China is checking new satellite images of debris in the southern Indian Ocean which is suspected to be from the missing flight MH370, Malaysian officials have said.
Also Read: Families of MH370 Passengers Call Malaysian Officials 'Hijackers, Killers'
Malaysia's acting Transport Minister read out the news as he was handed a small piece of paper during his daily briefing, saying one element of debris was 22.5m by 13m.
He added that the Chinese government would give more details on Saturday.
China's CCTV has posted the following image of the newly discovered satellite images in Twitter:
China’s SASTIND has detected suspected a floating object 22m-long and 13m-wide in southern Indian Ocean.#MH370 pic.twitter.com/ngy1Wo12YL
— CCTVNEWS (@cctvnews) March 22, 2014
Surprise Transcript
Malaysia's Acting Transport Minister Hishammudin Hussen suddenly broke off the question and answer segment in Kuala Lumpur to announce: "The news that I just received is that the Chinese Ambassador received satellite image of floating objects in the southern corridor and they will be sending ships to verify."
He added: "Beijing is expected to make an announcement in a few hours."
Reuters Aurospace news also tweeted a picture of the piece of note handed over to the Malaysian Transport minister informing the Chinese Discovery of the images showing the flooting object:
This is note handed to Malaysia minister with Chinese discovery of floating object #MH370 pic.twitter.com/L3je2ZN0sD — ReutersAerospaceNews (@ReutersAero) March 22, 2014
China is one of the 26 nations involved in the search for flight MH370. More than half of those on board the plane were Chinese nationals.

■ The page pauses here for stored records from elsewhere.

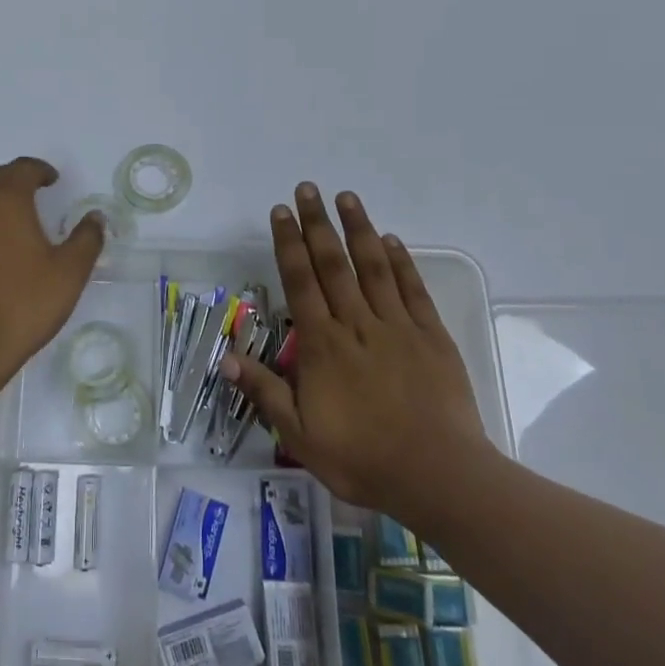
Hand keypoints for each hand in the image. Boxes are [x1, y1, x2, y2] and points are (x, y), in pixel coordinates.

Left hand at [0, 157, 103, 384]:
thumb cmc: (24, 304)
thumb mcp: (70, 273)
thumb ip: (86, 238)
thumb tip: (95, 218)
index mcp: (5, 202)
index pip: (21, 169)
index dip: (39, 170)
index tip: (52, 180)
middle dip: (12, 180)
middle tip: (31, 194)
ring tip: (8, 229)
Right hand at [223, 183, 497, 520]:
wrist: (438, 477)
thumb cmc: (362, 459)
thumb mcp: (300, 436)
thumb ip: (265, 392)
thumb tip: (226, 359)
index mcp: (322, 345)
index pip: (300, 282)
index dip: (288, 244)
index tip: (280, 212)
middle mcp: (356, 324)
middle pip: (332, 264)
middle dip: (317, 223)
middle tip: (307, 188)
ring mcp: (397, 326)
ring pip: (372, 267)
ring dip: (357, 229)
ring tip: (346, 196)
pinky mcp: (431, 336)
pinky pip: (412, 290)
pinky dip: (400, 262)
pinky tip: (389, 240)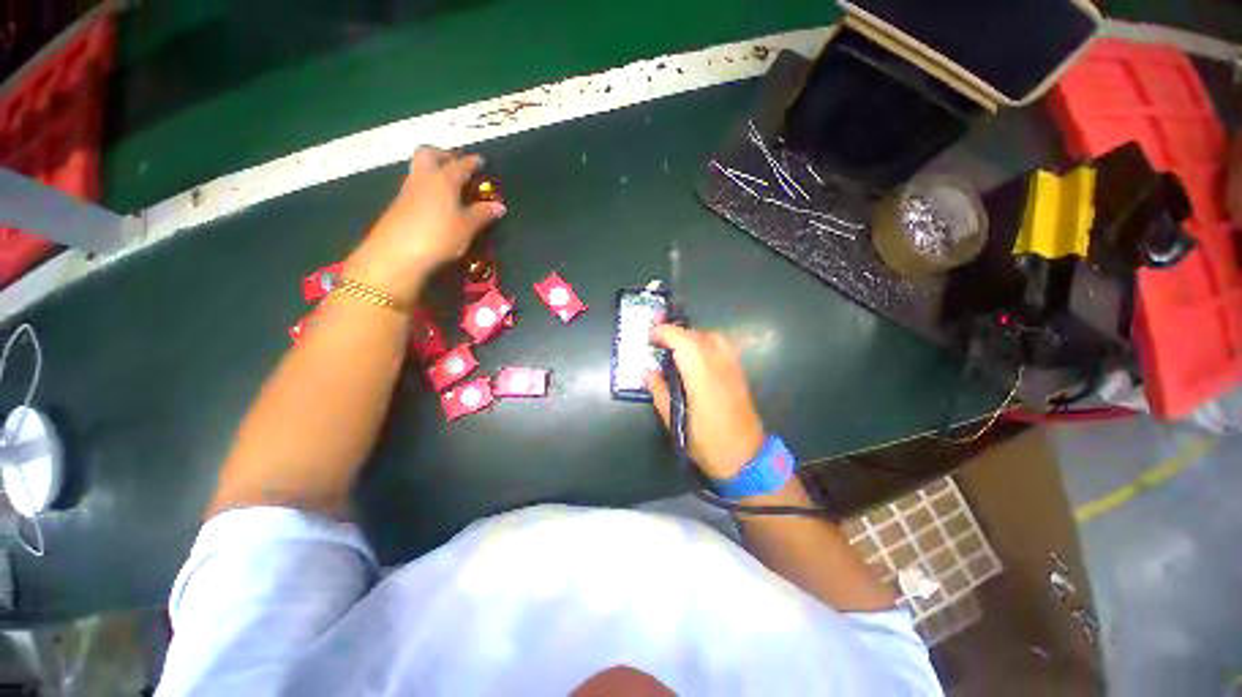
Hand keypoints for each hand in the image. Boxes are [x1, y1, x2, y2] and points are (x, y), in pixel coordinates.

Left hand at [345, 147, 506, 303]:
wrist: (397, 252)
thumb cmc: (439, 236)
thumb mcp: (467, 227)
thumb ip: (483, 214)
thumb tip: (500, 206)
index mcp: (444, 180)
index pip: (460, 165)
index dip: (471, 162)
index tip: (480, 160)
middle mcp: (424, 178)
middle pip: (428, 153)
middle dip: (443, 154)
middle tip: (455, 163)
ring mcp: (408, 190)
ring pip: (419, 168)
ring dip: (432, 168)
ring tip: (447, 182)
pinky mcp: (399, 204)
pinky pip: (414, 185)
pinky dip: (426, 185)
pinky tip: (434, 201)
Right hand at [645, 325, 765, 479]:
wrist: (747, 458)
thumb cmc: (707, 444)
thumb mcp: (676, 422)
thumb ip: (659, 392)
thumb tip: (645, 371)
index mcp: (702, 379)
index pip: (683, 342)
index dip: (665, 332)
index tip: (649, 335)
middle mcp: (720, 367)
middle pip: (697, 336)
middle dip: (675, 332)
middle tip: (657, 340)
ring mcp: (733, 368)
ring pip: (713, 336)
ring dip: (692, 336)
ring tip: (676, 346)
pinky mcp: (739, 373)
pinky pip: (723, 346)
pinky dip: (706, 342)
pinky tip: (696, 356)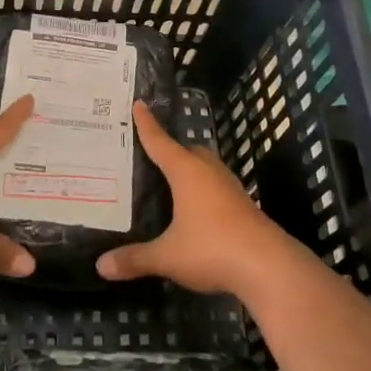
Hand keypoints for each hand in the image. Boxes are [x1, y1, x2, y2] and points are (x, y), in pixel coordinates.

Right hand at [96, 100, 298, 295]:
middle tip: (150, 153)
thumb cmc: (212, 249)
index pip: (160, 142)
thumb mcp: (167, 256)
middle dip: (171, 149)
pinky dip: (202, 190)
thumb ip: (135, 258)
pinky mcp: (243, 206)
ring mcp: (230, 188)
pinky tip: (194, 208)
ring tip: (170, 180)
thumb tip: (102, 266)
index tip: (139, 103)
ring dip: (189, 170)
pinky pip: (216, 187)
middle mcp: (209, 172)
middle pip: (187, 151)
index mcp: (187, 172)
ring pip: (205, 168)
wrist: (269, 267)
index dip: (147, 124)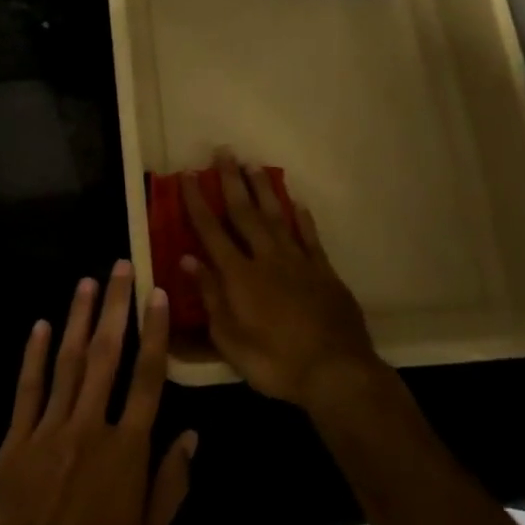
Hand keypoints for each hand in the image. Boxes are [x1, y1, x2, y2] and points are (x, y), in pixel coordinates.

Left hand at [0, 262, 196, 524]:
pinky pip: (27, 389)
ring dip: (77, 319)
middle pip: (105, 355)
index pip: (147, 378)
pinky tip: (39, 325)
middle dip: (115, 307)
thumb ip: (171, 483)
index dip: (154, 333)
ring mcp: (49, 429)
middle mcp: (90, 426)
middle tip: (120, 267)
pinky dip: (33, 355)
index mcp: (127, 450)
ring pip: (66, 362)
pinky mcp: (16, 440)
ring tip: (87, 282)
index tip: (158, 295)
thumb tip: (191, 435)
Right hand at [181, 152, 381, 407]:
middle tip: (224, 151)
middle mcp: (267, 258)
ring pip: (278, 216)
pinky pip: (310, 237)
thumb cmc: (275, 362)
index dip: (198, 202)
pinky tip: (298, 202)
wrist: (336, 373)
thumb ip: (210, 296)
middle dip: (232, 181)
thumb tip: (188, 260)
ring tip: (254, 164)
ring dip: (264, 189)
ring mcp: (299, 262)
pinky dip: (302, 218)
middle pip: (245, 213)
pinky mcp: (325, 271)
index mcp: (239, 276)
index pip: (211, 231)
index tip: (189, 175)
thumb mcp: (230, 340)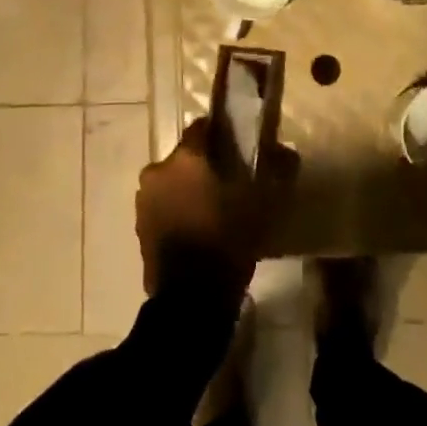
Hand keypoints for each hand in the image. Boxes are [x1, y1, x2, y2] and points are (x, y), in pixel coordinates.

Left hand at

Planes and vessels were already searching for debris in the southern Indian Ocean following earlier satellite images detected by Australia at some 2,500 (1,550) south-west of Perth.
The search in the Indian Ocean is being taken care by the Australian Maritime Safety Authority (AMSA)

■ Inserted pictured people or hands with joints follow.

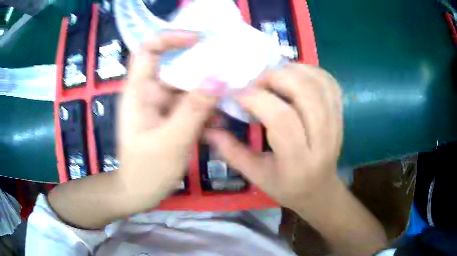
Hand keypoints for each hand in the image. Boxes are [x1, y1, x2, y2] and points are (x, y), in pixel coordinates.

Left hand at [117, 31, 223, 210]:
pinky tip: (219, 121)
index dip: (171, 37)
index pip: (149, 49)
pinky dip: (205, 108)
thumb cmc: (147, 169)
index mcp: (139, 91)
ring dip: (207, 91)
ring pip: (186, 86)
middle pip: (174, 65)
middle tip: (229, 64)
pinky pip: (190, 104)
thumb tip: (219, 77)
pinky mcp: (171, 117)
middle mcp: (149, 92)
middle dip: (200, 63)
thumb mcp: (171, 140)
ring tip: (230, 96)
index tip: (199, 39)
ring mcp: (161, 105)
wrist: (140, 192)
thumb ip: (194, 109)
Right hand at [205, 64, 342, 210]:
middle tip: (256, 80)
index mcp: (298, 160)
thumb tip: (207, 127)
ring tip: (274, 76)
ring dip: (293, 70)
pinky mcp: (341, 115)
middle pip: (305, 92)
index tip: (237, 93)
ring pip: (320, 83)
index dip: (256, 98)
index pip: (281, 118)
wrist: (320, 190)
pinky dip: (312, 71)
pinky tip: (296, 75)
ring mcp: (336, 124)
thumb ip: (231, 151)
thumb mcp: (256, 176)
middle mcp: (323, 139)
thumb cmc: (287, 187)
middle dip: (276, 77)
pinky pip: (330, 84)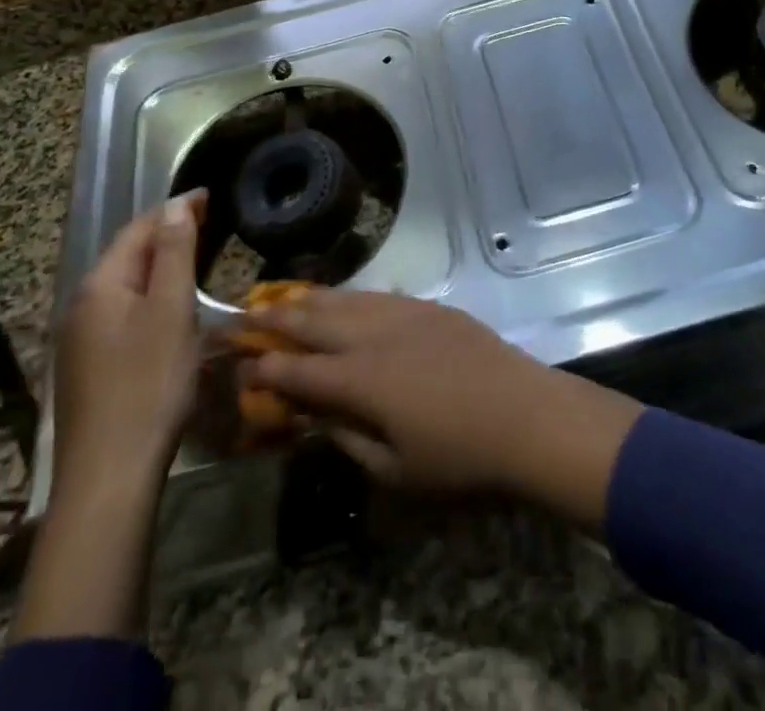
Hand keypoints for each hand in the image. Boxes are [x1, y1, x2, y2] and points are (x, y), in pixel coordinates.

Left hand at [53, 191, 204, 498]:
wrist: (109, 476)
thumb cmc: (148, 384)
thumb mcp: (171, 310)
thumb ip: (174, 253)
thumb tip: (176, 204)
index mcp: (100, 285)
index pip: (139, 228)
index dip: (176, 209)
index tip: (212, 196)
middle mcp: (81, 305)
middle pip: (128, 254)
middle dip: (167, 234)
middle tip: (210, 223)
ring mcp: (80, 339)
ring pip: (125, 285)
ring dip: (158, 265)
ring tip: (196, 257)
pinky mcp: (88, 367)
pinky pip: (122, 312)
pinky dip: (149, 296)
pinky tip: (169, 309)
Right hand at [244, 291, 643, 531]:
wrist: (525, 415)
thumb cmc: (459, 459)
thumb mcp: (394, 469)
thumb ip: (348, 438)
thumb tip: (317, 417)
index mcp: (360, 381)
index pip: (297, 370)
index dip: (264, 368)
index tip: (239, 364)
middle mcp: (374, 336)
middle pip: (315, 321)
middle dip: (277, 318)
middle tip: (246, 312)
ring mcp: (405, 314)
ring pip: (347, 299)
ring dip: (312, 299)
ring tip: (286, 297)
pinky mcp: (431, 307)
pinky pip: (380, 295)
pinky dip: (354, 297)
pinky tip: (347, 299)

Six lanes were dispatched to the area on Saturday to search for the area, roughly the size of Benmark, BBC reports. Additional vessels supplied by China, Japan and the UK are also due to join the search efforts.
Adding to the increasing tensions, the Australian Deputy Prime Minister Warren Truss said on Friday that the objects spotted on satellite images which sparked another round of massive international hunt in the remote southern Indian Ocean may have sunk after all.
MH370 Fact File
The wide-body jet, carrying 239 people onboard, was reported to have vanished from the civilian air-traffic control radar in the wee hours of Saturday, only about an hour into its journey from Kuala Lumpur to Beijing.
While the inability to solve the puzzle surrounding the bizarre disappearance of the plane has become a breeding ground for uncanny theories and explanations doing their rounds on the Internet, the event has prompted a massive international air and water search, which so far had not produced any tangible results. The new images are the closest the authorities have gone to locating the missing Malaysian plane.